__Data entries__

┄┄┄┄┄┄┄┄┄┄

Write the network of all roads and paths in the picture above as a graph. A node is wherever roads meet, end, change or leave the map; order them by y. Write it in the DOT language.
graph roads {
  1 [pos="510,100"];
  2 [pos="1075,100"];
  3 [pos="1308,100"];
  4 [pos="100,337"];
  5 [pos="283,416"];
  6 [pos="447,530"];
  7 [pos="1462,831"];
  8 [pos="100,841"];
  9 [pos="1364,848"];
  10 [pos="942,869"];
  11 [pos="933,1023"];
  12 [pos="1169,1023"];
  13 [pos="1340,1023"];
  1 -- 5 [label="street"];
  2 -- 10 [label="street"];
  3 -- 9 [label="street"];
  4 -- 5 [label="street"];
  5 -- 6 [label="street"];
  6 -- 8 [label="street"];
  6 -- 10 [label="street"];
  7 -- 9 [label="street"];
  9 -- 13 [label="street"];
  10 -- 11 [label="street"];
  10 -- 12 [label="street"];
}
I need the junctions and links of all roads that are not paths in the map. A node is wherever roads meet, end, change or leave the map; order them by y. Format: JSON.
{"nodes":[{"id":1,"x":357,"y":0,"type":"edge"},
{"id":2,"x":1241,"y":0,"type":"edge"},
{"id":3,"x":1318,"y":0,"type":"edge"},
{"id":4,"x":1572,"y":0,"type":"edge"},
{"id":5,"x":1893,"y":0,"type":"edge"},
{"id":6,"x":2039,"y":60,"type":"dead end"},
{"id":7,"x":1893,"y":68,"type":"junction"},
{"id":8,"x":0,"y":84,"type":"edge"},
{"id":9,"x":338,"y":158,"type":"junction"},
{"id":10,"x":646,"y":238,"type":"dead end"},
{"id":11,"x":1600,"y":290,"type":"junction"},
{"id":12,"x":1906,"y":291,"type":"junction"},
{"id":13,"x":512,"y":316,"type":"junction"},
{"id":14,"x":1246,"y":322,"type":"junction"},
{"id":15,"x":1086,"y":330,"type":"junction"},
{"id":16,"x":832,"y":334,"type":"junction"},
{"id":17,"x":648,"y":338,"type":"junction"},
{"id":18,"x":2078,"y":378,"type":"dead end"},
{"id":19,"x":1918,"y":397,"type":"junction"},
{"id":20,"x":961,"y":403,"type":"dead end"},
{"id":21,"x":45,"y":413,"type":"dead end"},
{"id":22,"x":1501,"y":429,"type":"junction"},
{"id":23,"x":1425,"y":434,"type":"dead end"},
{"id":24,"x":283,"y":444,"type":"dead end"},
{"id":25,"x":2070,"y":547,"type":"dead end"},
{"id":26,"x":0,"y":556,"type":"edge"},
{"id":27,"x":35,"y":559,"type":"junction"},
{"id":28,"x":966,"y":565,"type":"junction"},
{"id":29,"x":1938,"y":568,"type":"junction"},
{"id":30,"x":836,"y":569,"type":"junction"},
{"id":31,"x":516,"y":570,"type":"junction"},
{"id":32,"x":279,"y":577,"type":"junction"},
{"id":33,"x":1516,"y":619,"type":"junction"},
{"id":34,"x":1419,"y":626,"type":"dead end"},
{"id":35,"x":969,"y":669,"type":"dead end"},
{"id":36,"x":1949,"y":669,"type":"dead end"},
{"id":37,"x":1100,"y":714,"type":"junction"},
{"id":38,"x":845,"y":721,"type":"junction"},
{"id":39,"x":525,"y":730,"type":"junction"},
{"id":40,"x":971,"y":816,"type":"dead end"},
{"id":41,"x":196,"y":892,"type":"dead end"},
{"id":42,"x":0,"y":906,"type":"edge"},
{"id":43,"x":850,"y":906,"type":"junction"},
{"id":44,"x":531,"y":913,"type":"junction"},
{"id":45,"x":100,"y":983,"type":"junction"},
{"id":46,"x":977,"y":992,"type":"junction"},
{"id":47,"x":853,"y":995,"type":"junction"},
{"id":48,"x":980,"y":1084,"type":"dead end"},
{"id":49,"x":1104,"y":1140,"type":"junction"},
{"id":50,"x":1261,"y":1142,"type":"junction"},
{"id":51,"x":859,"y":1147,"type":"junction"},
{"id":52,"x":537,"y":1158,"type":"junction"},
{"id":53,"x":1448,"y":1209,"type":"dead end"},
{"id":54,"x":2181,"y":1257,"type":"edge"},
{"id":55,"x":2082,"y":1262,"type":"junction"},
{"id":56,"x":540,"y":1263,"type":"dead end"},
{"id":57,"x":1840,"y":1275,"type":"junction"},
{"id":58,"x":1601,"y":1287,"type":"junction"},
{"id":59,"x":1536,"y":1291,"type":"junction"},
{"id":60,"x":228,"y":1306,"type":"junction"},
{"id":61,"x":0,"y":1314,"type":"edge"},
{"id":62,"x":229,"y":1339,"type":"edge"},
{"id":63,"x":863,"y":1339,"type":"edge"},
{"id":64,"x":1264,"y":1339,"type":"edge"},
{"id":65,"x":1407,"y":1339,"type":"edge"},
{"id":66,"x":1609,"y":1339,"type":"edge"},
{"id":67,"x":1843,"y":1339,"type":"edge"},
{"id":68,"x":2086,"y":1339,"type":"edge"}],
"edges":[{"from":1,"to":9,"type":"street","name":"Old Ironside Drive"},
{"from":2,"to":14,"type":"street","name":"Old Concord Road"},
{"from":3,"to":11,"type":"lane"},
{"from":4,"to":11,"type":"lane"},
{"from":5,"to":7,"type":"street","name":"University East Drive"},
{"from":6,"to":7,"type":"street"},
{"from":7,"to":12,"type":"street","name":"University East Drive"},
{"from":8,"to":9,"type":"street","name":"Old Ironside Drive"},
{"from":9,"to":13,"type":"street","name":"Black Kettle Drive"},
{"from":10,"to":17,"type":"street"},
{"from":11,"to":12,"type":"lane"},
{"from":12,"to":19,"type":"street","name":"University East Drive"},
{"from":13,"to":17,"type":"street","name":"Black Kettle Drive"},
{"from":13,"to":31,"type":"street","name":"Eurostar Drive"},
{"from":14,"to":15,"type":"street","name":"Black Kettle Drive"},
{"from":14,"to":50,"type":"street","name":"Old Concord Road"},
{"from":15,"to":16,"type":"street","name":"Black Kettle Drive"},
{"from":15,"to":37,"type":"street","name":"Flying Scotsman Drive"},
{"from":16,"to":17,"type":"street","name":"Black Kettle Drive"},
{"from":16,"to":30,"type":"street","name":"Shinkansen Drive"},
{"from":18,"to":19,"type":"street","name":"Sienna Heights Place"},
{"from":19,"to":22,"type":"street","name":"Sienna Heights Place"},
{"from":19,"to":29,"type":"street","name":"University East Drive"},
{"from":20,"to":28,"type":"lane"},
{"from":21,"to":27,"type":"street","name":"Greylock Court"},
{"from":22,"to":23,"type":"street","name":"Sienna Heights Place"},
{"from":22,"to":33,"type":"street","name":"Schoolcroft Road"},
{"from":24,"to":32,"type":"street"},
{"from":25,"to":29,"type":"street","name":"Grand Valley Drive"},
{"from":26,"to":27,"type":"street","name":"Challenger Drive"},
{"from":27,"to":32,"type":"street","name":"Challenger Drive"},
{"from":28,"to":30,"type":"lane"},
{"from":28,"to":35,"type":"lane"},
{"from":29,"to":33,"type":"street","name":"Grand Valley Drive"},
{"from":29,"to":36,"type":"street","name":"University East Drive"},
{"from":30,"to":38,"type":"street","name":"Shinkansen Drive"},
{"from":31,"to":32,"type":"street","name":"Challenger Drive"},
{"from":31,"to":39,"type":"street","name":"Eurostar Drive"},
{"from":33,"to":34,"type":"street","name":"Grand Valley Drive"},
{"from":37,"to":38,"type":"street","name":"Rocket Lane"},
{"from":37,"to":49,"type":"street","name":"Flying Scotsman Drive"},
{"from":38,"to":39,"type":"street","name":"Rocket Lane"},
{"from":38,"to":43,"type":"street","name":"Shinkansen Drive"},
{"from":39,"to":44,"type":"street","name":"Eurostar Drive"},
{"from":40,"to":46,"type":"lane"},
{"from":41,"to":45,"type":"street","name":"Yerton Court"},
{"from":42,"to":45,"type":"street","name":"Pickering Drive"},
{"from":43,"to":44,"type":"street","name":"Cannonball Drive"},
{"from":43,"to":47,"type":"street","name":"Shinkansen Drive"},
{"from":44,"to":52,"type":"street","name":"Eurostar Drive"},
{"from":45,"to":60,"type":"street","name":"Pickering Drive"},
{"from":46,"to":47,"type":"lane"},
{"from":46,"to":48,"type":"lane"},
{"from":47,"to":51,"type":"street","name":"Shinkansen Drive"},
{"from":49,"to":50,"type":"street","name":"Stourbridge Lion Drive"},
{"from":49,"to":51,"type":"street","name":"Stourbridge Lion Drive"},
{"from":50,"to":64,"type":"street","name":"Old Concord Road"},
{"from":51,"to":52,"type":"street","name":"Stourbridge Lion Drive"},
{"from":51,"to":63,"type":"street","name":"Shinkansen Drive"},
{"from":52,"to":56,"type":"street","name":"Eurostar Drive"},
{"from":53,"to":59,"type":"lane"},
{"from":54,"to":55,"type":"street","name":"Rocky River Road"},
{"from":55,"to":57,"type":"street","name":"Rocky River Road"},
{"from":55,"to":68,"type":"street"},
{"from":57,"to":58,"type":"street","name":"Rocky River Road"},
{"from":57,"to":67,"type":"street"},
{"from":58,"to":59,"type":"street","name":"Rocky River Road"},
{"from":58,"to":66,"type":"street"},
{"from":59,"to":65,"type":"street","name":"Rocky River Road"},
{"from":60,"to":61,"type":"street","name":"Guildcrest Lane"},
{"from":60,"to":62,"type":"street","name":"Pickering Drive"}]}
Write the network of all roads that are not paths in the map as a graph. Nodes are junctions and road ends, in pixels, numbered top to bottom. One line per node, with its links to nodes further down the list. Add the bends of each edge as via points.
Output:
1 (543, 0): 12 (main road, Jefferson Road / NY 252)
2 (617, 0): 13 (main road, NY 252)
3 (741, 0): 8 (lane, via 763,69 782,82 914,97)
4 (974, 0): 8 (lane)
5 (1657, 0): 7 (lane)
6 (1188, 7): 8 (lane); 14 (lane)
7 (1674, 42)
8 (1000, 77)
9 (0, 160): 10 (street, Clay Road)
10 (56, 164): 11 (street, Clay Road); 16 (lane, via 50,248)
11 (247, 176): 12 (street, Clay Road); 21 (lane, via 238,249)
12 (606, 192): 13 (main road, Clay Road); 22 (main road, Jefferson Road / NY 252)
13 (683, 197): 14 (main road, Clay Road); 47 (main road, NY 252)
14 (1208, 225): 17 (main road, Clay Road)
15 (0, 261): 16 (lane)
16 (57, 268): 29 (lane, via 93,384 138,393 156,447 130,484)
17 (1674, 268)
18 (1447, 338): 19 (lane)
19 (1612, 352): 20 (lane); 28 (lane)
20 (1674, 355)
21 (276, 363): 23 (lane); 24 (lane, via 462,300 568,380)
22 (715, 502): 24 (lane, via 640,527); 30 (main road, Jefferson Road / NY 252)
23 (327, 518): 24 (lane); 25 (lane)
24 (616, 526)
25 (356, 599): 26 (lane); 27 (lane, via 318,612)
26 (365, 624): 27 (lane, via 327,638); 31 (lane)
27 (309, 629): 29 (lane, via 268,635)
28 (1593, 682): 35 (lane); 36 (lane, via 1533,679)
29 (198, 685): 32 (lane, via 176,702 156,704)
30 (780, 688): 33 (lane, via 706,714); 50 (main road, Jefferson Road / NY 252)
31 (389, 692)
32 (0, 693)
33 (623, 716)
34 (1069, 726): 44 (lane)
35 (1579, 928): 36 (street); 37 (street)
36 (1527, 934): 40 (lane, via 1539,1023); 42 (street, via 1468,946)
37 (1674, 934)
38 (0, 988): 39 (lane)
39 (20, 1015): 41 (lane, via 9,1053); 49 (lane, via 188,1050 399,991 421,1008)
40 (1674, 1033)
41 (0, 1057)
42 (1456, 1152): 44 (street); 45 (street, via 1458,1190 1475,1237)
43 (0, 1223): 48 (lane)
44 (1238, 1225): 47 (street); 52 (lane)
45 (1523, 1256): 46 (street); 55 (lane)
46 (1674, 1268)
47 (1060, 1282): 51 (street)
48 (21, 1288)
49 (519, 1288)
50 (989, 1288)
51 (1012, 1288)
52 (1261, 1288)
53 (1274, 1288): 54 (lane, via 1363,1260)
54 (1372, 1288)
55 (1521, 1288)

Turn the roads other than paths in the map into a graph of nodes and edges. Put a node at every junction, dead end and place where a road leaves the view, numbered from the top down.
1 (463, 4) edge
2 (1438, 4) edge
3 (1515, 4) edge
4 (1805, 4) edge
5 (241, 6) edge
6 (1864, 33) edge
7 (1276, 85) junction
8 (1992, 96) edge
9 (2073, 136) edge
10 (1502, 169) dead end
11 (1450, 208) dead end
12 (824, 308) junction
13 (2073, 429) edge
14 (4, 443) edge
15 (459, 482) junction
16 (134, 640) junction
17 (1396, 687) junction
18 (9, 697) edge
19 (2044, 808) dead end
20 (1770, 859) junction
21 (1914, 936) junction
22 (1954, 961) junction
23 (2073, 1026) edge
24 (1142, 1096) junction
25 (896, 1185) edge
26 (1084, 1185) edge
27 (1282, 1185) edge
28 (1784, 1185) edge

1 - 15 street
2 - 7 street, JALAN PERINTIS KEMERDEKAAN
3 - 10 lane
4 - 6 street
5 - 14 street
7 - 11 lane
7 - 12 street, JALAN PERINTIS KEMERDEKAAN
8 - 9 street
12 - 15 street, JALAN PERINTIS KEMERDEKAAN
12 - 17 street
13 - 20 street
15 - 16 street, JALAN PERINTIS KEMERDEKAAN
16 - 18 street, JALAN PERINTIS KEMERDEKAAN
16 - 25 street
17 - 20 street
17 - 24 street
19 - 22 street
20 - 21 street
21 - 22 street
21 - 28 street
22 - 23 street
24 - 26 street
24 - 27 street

┄┄┄┄┄┄┄┄┄┄

__WHAT YOU HAVE TO DO__
The answer should be only the number of lines in the data that contain the string "Ironside".

__WRITTEN REPLY__
2